Da gibt es hier schon einige Themen.

In Grundzügen:

Element das man Spiegeln will auf eigene Ebene kopieren.
Transformieren mit Strg+T und Spiegeln.
Unten ansetzten.
Auf Spiegelung einen Ebenenmaske anwenden und auf dieser einen s/w Verlauf zum ausfaden setzen.
Am Schluss noch die Deckkraft der gespiegelten Ebene etwas herabsetzen.


Alex


PS: Habe mal vor einiger Zeit ein Video für das Spiegeln einer Verpackung gemacht.

http://home.arcor.de/alecgreat/videos/spiegeln_divx/spiegeln_divx.html


----------



## chaostheorie (21. Februar 2007)

alexandergross hat gesagt.:


> Da gibt es hier schon einige Themen.
> PS: Habe mal vor einiger Zeit ein Video für das Spiegeln einer Verpackung gemacht.
> 
> http://home.arcor.de/alecgreat/videos/spiegeln_divx/spiegeln_divx.html



Ich sehe, du bist vom Fach. Sehr gutes Tut, kurz und knapp, und doch verständlich. In meinem letzten Job gabs dazu gelegentlich noch weitere Handicaps, wie ausgefahrene Objektive. 

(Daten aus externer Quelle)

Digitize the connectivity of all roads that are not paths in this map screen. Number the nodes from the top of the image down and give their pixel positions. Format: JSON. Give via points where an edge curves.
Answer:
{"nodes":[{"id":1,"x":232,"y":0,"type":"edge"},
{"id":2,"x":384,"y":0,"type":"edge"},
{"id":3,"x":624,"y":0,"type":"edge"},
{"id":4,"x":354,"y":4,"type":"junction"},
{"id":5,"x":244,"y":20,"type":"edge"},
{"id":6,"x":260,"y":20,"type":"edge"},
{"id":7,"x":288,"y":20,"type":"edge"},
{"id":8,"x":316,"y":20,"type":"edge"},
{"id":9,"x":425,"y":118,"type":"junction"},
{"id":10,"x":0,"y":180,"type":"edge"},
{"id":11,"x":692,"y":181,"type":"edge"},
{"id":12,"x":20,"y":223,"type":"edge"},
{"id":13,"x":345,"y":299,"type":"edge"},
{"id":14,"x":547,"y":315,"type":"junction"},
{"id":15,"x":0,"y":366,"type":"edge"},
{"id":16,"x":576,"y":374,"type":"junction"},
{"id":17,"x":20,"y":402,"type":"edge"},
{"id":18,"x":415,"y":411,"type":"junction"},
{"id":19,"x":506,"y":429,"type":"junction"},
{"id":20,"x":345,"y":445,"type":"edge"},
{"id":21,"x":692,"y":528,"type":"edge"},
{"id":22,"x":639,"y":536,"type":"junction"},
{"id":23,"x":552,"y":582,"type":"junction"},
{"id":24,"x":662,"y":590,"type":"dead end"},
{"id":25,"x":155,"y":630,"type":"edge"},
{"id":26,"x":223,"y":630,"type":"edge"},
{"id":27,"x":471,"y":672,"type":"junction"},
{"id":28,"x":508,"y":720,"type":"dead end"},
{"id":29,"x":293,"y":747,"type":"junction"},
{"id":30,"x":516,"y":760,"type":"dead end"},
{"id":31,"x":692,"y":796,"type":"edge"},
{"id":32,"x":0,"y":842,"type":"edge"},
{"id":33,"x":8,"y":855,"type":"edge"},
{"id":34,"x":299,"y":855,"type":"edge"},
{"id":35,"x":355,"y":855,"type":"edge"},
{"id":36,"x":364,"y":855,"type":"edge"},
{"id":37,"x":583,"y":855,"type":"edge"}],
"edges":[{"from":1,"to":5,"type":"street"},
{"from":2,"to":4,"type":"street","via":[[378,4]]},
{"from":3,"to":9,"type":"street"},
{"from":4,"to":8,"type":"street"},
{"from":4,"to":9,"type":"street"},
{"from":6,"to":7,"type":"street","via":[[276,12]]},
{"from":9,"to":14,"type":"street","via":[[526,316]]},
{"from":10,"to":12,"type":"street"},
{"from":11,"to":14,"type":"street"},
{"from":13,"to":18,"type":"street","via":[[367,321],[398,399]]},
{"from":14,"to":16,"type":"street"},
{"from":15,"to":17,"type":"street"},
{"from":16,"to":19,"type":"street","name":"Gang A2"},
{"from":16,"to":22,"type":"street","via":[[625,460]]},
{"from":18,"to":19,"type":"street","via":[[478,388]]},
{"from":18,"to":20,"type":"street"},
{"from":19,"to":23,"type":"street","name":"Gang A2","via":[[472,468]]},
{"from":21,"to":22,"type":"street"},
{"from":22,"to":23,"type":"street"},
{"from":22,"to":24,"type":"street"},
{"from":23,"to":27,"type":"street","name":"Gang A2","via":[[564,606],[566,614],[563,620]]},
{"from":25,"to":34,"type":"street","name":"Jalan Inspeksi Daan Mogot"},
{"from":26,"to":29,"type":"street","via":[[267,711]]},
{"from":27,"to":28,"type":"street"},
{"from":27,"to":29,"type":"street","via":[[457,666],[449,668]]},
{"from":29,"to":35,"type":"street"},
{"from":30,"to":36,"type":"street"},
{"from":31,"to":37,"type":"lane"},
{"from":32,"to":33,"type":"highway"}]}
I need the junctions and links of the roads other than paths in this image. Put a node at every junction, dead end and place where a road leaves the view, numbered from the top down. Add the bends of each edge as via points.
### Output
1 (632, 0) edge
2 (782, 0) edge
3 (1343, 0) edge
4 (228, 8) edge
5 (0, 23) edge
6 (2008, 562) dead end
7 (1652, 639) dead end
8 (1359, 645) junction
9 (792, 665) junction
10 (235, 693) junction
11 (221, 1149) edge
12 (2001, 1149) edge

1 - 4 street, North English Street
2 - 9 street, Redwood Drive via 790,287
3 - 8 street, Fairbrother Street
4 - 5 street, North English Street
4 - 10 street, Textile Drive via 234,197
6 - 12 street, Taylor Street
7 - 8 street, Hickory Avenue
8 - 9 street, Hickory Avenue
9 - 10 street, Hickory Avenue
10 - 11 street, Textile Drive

Aus Bild 1 (Vorlage des Herstellers) sollte Bild 2 werden... und wer genau hinsieht entdeckt einen kleinen Fehler, der mir unterlaufen ist.


----------



## Alexander Groß (21. Februar 2007)

Da keine Untersicht der Kamera vorhanden war hast du das Objektiv seperat gespiegelt 


Alex


----------



## mirscho (21. Februar 2007)

alexandergross hat gesagt.:


> Da keine Untersicht der Kamera vorhanden war hast du das Objektiv seperat gespiegelt
> 
> 
> Alex




meine Meinung   ^^ 

aber schönes Tutorial


----------



## DerbyStar (21. Februar 2007)

chaostheorie hat gesagt.:


> Ich sehe, du bist vom Fach. Sehr gutes Tut, kurz und knapp, und doch verständlich. In meinem letzten Job gabs dazu gelegentlich noch weitere Handicaps, wie ausgefahrene Objektive.
> 
> Aus Bild 1 (Vorlage des Herstellers) sollte Bild 2 werden... und wer genau hinsieht entdeckt einen kleinen Fehler, der mir unterlaufen ist.



genau das von den bildern meine ich danke


----------